L’esprit du Fémina survit donc dans cette idée : que l’art peut être un espace d’émancipation.
Bien avant les scènes contemporaines, le théâtre de Pierre Lafitte avait pressenti que le spectacle pouvait parler à tous, et surtout à toutes.
Il offrait à son public un miroir, parfois flatteur, parfois critique de la société bourgeoise et de ses métamorphoses.

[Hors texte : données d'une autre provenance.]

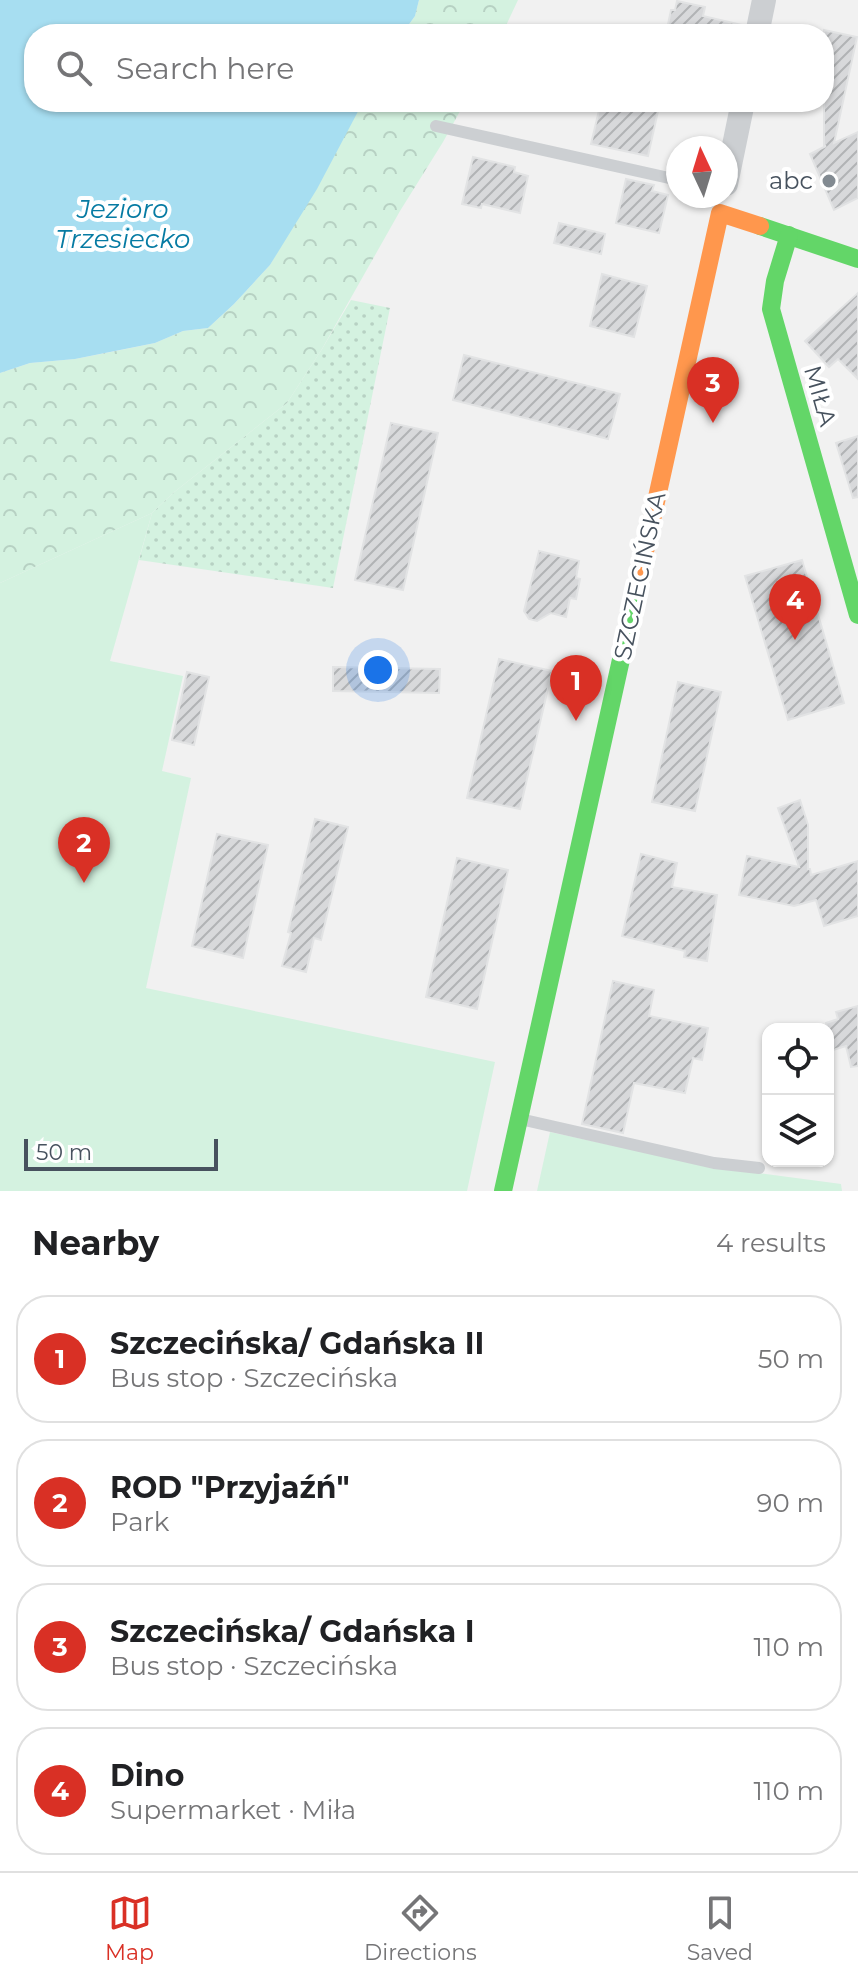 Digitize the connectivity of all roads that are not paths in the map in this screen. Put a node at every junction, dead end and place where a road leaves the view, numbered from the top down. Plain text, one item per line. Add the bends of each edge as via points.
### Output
1 (764, 0) edge
2 (759, 24) edge
3 (741, 112) edge
4 (436, 126) dead end
5 (736, 136) edge
6 (666, 177) edge
7 (721, 208) edge
8 (731, 208) edge
9 (789, 235) junction
10 (858, 259) edge
11 (858, 615) edge
12 (520, 1119) junction
13 (759, 1168) dead end
14 (503, 1191) edge

1 - 2 street
3 - 5 street
4 - 6 lane
7 - 12 street, SZCZECIŃSKA
8 - 9 street
9 - 10 street
9 - 11 street, MIŁA via 771,309
12 - 13 lane via 714,1163
12 - 14 street, SZCZECIŃSKA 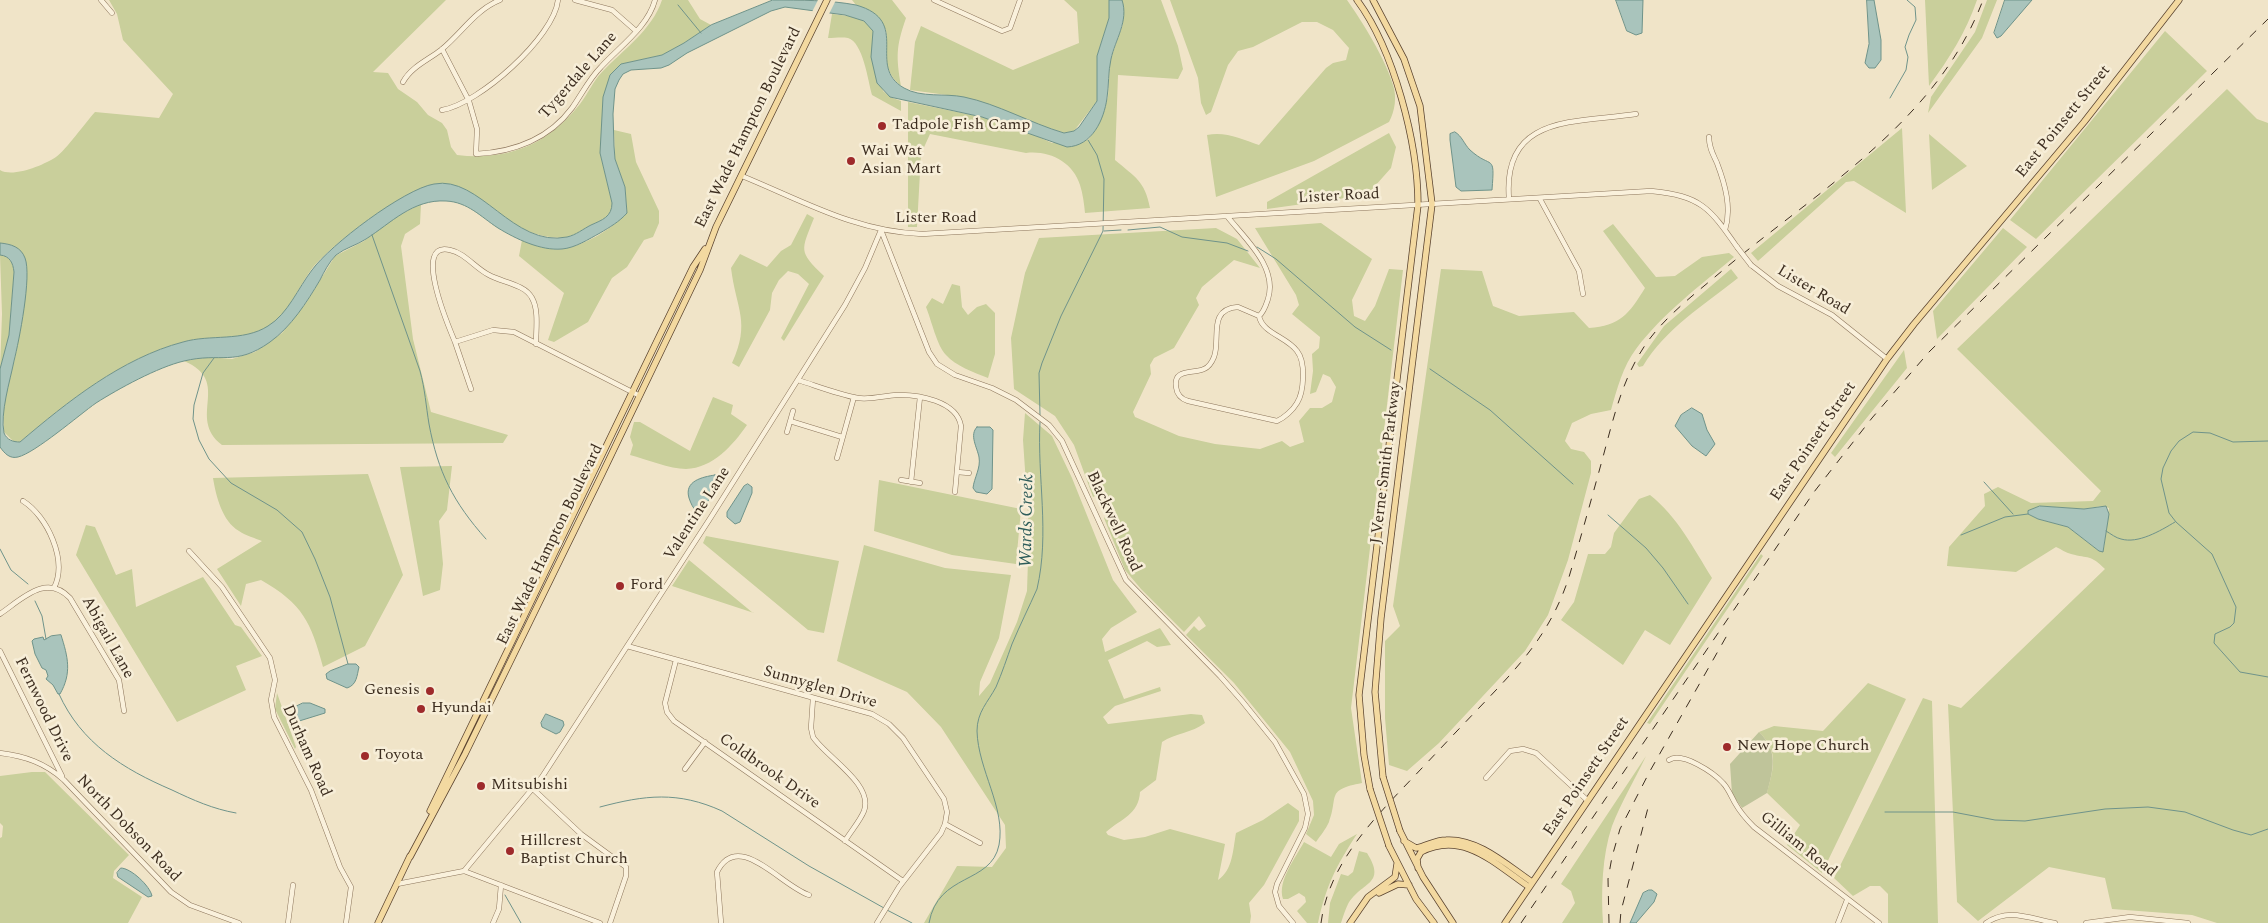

Aujourd’hui, le nom du Théâtre Fémina évoque à peine un souvenir, mais son héritage traverse le temps.
Il a inspiré une nouvelle manière de concevoir les lieux culturels : plus proches du public, plus vivants et plus audacieux. Il a aussi ouvert la voie à ces théâtres qui, dans tout Paris, cherchent à mêler la scène, la presse, la mode et la pensée.

Certains historiens du spectacle le considèrent comme une transition oubliée entre les théâtres classiques du XIXᵉ siècle et les scènes modernes du XXᵉ.

Ce que le Fémina nous dit encore

Il y a, dans chaque ville, des lieux disparus qui continuent de respirer. Le Théâtre Fémina fait partie de ceux-là. On ne le voit plus, mais il veille encore quelque part entre les vitrines des grands boulevards et les souvenirs du Paris d’hier.

Le passant pressé qui traverse aujourd’hui le 65 boulevard des Capucines ignore sans doute qu’il foule un sol chargé d’histoires. Qu’ici, autrefois des artistes ont risqué leur art, que des femmes ont ri et rêvé et que des mots ont changé la manière de penser la scène. Le bruit des voitures a remplacé celui des applaudissements, mais l’écho persiste.

Le Fémina nous parle encore, à sa manière.
Il nous rappelle que la culture est vivante tant qu’elle ose se réinventer.
Il nous rappelle aussi qu’un théâtre, même éphémère, peut marquer durablement une époque simplement en ayant cru à la force du beau, du nouveau et du différent.

Ce lieu oublié, né d’un magazine féminin, fut bien plus qu’un simple théâtre : il fut un manifeste. Un manifeste pour la curiosité, pour la liberté, pour la présence des femmes dans l’espace public et artistique.
On n’a pas besoin d’être éternel pour être essentiel. C’est dans ce souffle discret que persiste l’âme du théâtre Fémina. Cette scène oubliée des élégances parisiennes, toujours vivante quelque part dans la mémoire de la ville.